● Problem to work on
Please write the data out once more, exactly as it is given.
┌──
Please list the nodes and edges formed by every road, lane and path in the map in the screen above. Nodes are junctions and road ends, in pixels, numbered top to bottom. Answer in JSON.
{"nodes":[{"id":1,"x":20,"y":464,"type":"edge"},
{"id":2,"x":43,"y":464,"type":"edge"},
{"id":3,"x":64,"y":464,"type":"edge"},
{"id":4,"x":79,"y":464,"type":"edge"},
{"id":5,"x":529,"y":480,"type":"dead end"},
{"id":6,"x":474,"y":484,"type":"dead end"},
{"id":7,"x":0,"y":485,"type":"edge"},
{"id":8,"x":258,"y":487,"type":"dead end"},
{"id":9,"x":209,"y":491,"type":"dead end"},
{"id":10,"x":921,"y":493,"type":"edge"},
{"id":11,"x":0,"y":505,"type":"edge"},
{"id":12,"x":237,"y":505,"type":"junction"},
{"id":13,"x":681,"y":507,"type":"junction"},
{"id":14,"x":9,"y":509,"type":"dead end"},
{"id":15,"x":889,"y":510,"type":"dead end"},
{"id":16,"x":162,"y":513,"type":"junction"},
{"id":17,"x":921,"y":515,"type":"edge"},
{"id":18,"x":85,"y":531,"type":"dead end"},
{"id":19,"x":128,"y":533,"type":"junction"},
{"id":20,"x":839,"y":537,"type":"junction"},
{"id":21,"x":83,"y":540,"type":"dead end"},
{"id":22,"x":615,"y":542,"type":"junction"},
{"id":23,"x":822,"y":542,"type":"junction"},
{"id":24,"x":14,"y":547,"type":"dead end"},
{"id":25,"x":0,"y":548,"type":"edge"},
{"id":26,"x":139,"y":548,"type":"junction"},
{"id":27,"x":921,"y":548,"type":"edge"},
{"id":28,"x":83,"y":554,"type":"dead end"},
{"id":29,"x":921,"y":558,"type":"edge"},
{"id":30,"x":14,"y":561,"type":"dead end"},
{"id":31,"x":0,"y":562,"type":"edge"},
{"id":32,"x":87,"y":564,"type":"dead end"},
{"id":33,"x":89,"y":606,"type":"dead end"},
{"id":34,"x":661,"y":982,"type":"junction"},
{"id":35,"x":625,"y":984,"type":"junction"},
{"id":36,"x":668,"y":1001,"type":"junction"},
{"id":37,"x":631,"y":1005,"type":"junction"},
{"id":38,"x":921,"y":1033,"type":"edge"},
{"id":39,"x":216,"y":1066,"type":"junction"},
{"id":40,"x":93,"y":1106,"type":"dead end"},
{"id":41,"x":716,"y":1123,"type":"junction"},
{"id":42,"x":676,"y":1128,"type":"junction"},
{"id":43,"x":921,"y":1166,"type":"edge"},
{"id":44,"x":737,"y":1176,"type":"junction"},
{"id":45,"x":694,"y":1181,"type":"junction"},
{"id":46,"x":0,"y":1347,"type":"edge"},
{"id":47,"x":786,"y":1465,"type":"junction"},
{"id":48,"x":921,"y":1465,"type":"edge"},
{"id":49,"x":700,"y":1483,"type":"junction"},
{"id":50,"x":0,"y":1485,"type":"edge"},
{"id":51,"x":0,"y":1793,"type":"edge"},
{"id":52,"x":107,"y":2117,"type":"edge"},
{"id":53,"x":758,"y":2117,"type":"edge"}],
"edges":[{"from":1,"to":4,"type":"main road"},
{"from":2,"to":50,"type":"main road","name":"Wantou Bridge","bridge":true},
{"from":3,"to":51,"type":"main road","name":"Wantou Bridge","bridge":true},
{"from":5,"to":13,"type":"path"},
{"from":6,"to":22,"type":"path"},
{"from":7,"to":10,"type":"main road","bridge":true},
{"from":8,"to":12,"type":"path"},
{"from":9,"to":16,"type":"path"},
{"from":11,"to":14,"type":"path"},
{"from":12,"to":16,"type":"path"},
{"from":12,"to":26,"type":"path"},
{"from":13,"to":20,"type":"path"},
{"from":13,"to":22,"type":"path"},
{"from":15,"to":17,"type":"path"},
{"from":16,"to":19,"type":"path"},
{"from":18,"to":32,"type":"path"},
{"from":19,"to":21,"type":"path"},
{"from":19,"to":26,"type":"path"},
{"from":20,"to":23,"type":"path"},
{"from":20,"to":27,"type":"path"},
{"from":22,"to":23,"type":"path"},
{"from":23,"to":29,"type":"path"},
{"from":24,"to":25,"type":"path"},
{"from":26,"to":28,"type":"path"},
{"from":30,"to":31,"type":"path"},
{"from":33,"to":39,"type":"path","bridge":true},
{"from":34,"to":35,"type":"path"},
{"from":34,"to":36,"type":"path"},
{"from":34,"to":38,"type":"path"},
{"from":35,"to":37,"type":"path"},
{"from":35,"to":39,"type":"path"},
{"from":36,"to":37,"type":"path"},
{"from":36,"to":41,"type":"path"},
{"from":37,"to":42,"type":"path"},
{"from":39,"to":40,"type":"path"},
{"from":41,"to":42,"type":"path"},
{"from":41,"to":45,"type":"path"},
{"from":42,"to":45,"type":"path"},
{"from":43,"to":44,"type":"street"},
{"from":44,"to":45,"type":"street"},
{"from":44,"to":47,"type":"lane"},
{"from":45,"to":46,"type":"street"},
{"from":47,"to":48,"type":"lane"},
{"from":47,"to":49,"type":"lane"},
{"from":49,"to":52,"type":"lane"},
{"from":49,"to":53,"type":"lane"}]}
└──
● Response
Please list the nodes and edges formed by every road, lane and path in the map in the screen above. Nodes are junctions and road ends, in pixels, numbered top to bottom. Answer in JSON.
{"nodes":[{"id":1,"x":20,"y":464,"type":"edge"},
{"id":2,"x":43,"y":464,"type":"edge"},
{"id":3,"x":64,"y":464,"type":"edge"},
{"id":4,"x":79,"y":464,"type":"edge"},
{"id":5,"x":529,"y":480,"type":"dead end"},
{"id":6,"x":474,"y":484,"type":"dead end"},
{"id":7,"x":0,"y":485,"type":"edge"},
{"id":8,"x":258,"y":487,"type":"dead end"},
{"id":9,"x":209,"y":491,"type":"dead end"},
{"id":10,"x":921,"y":493,"type":"edge"},
{"id":11,"x":0,"y":505,"type":"edge"},
{"id":12,"x":237,"y":505,"type":"junction"},
{"id":13,"x":681,"y":507,"type":"junction"},
{"id":14,"x":9,"y":509,"type":"dead end"},
{"id":15,"x":889,"y":510,"type":"dead end"},
{"id":16,"x":162,"y":513,"type":"junction"},
{"id":17,"x":921,"y":515,"type":"edge"},
{"id":18,"x":85,"y":531,"type":"dead end"},
{"id":19,"x":128,"y":533,"type":"junction"},
{"id":20,"x":839,"y":537,"type":"junction"},
{"id":21,"x":83,"y":540,"type":"dead end"},
{"id":22,"x":615,"y":542,"type":"junction"},
{"id":23,"x":822,"y":542,"type":"junction"},
{"id":24,"x":14,"y":547,"type":"dead end"},
{"id":25,"x":0,"y":548,"type":"edge"},
{"id":26,"x":139,"y":548,"type":"junction"},
{"id":27,"x":921,"y":548,"type":"edge"},
{"id":28,"x":83,"y":554,"type":"dead end"},
{"id":29,"x":921,"y":558,"type":"edge"},
{"id":30,"x":14,"y":561,"type":"dead end"},
{"id":31,"x":0,"y":562,"type":"edge"},
{"id":32,"x":87,"y":564,"type":"dead end"},
{"id":33,"x":89,"y":606,"type":"dead end"},
{"id":34,"x":661,"y":982,"type":"junction"},
{"id":35,"x":625,"y":984,"type":"junction"},
{"id":36,"x":668,"y":1001,"type":"junction"},
{"id":37,"x":631,"y":1005,"type":"junction"},
{"id":38,"x":921,"y":1033,"type":"edge"},
{"id":39,"x":216,"y":1066,"type":"junction"},
{"id":40,"x":93,"y":1106,"type":"dead end"},
{"id":41,"x":716,"y":1123,"type":"junction"},
{"id":42,"x":676,"y":1128,"type":"junction"},
{"id":43,"x":921,"y":1166,"type":"edge"},
{"id":44,"x":737,"y":1176,"type":"junction"},
{"id":45,"x":694,"y":1181,"type":"junction"},
{"id":46,"x":0,"y":1347,"type":"edge"},
{"id":47,"x":786,"y":1465,"type":"junction"},
{"id":48,"x":921,"y":1465,"type":"edge"},
{"id":49,"x":700,"y":1483,"type":"junction"},
{"id":50,"x":0,"y":1485,"type":"edge"},
{"id":51,"x":0,"y":1793,"type":"edge"},
{"id":52,"x":107,"y":2117,"type":"edge"},
{"id":53,"x":758,"y":2117,"type":"edge"}],
"edges":[{"from":1,"to":4,"type":"main road"},
{"from":2,"to":50,"type":"main road","name":"Wantou Bridge","bridge":true},
{"from":3,"to":51,"type":"main road","name":"Wantou Bridge","bridge":true},
{"from":5,"to":13,"type":"path"},
{"from":6,"to":22,"type":"path"},
{"from":7,"to":10,"type":"main road","bridge":true},
{"from":8,"to":12,"type":"path"},
{"from":9,"to":16,"type":"path"},
{"from":11,"to":14,"type":"path"},
{"from":12,"to":16,"type":"path"},
{"from":12,"to":26,"type":"path"},
{"from":13,"to":20,"type":"path"},
{"from":13,"to":22,"type":"path"},
{"from":15,"to":17,"type":"path"},
{"from":16,"to":19,"type":"path"},
{"from":18,"to":32,"type":"path"},
{"from":19,"to":21,"type":"path"},
{"from":19,"to":26,"type":"path"},
{"from":20,"to":23,"type":"path"},
{"from":20,"to":27,"type":"path"},
{"from":22,"to":23,"type":"path"},
{"from":23,"to":29,"type":"path"},
{"from":24,"to":25,"type":"path"},
{"from":26,"to":28,"type":"path"},
{"from":30,"to":31,"type":"path"},
{"from":33,"to":39,"type":"path","bridge":true},
{"from":34,"to":35,"type":"path"},
{"from":34,"to":36,"type":"path"},
{"from":34,"to":38,"type":"path"},
{"from":35,"to":37,"type":"path"},
{"from":35,"to":39,"type":"path"},
{"from":36,"to":37,"type":"path"},
{"from":36,"to":41,"type":"path"},
{"from":37,"to":42,"type":"path"},
{"from":39,"to":40,"type":"path"},
{"from":41,"to":42,"type":"path"},
{"from":41,"to":45,"type":"path"},
{"from":42,"to":45,"type":"path"},
{"from":43,"to":44,"type":"street"},
{"from":44,"to":45,"type":"street"},
{"from":44,"to":47,"type":"lane"},
{"from":45,"to":46,"type":"street"},
{"from":47,"to":48,"type":"lane"},
{"from":47,"to":49,"type":"lane"},
{"from":49,"to":52,"type":"lane"},
{"from":49,"to":53,"type":"lane"}]}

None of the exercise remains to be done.